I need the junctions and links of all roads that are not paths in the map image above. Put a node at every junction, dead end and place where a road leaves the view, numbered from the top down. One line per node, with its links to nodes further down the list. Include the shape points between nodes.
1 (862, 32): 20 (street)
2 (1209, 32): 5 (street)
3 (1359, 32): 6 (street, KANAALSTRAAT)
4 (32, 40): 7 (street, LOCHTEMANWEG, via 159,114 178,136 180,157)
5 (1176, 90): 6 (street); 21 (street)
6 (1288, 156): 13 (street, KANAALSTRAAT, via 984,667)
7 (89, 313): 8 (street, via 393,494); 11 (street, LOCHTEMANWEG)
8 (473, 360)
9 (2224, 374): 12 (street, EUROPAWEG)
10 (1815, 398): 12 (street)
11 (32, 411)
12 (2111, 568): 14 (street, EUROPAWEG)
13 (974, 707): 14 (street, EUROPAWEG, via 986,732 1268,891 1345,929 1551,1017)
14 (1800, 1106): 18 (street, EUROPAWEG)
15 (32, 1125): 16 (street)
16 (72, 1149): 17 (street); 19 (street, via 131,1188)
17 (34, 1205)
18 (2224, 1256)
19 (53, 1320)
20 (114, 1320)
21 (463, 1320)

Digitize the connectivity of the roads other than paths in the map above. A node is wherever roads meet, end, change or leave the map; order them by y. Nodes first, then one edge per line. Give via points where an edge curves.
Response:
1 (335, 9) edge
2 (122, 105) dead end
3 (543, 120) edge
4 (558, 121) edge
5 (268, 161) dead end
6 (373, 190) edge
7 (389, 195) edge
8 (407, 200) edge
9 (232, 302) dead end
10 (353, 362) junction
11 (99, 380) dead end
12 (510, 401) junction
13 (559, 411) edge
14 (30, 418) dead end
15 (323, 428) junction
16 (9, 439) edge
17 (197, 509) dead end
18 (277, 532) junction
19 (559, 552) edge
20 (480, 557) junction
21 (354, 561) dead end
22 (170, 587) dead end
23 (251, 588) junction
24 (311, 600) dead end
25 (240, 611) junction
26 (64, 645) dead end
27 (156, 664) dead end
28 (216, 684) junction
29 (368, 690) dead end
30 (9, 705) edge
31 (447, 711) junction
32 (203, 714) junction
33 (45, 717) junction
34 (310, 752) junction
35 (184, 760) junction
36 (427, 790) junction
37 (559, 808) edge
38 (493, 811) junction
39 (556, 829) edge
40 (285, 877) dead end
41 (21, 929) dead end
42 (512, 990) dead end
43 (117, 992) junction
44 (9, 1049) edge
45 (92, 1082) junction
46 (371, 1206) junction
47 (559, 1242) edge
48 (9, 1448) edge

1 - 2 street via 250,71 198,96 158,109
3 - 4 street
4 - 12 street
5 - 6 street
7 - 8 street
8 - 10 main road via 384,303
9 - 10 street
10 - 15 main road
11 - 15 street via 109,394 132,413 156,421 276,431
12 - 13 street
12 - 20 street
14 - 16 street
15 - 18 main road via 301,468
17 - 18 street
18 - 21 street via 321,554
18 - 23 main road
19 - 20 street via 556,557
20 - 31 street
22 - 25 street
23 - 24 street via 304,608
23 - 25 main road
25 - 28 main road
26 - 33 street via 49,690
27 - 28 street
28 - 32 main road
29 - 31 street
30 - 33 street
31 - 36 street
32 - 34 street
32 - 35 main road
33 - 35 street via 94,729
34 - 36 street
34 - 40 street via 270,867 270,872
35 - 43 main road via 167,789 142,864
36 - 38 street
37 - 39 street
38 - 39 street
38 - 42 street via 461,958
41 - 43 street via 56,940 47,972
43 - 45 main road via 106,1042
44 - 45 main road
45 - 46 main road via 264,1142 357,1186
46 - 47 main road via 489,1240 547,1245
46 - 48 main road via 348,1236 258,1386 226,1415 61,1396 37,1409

★ ★ ★

Your answer should be the lines of the records that hold the string "EUROPAWEG".

Solution to this problem =>
9 (2224, 374): 12 (street, EUROPAWEG)
12 (2111, 568): 14 (street, EUROPAWEG)
13 (974, 707): 14 (street, EUROPAWEG, via 986,732 1268,891 1345,929 1551,1017)
14 (1800, 1106): 18 (street, EUROPAWEG)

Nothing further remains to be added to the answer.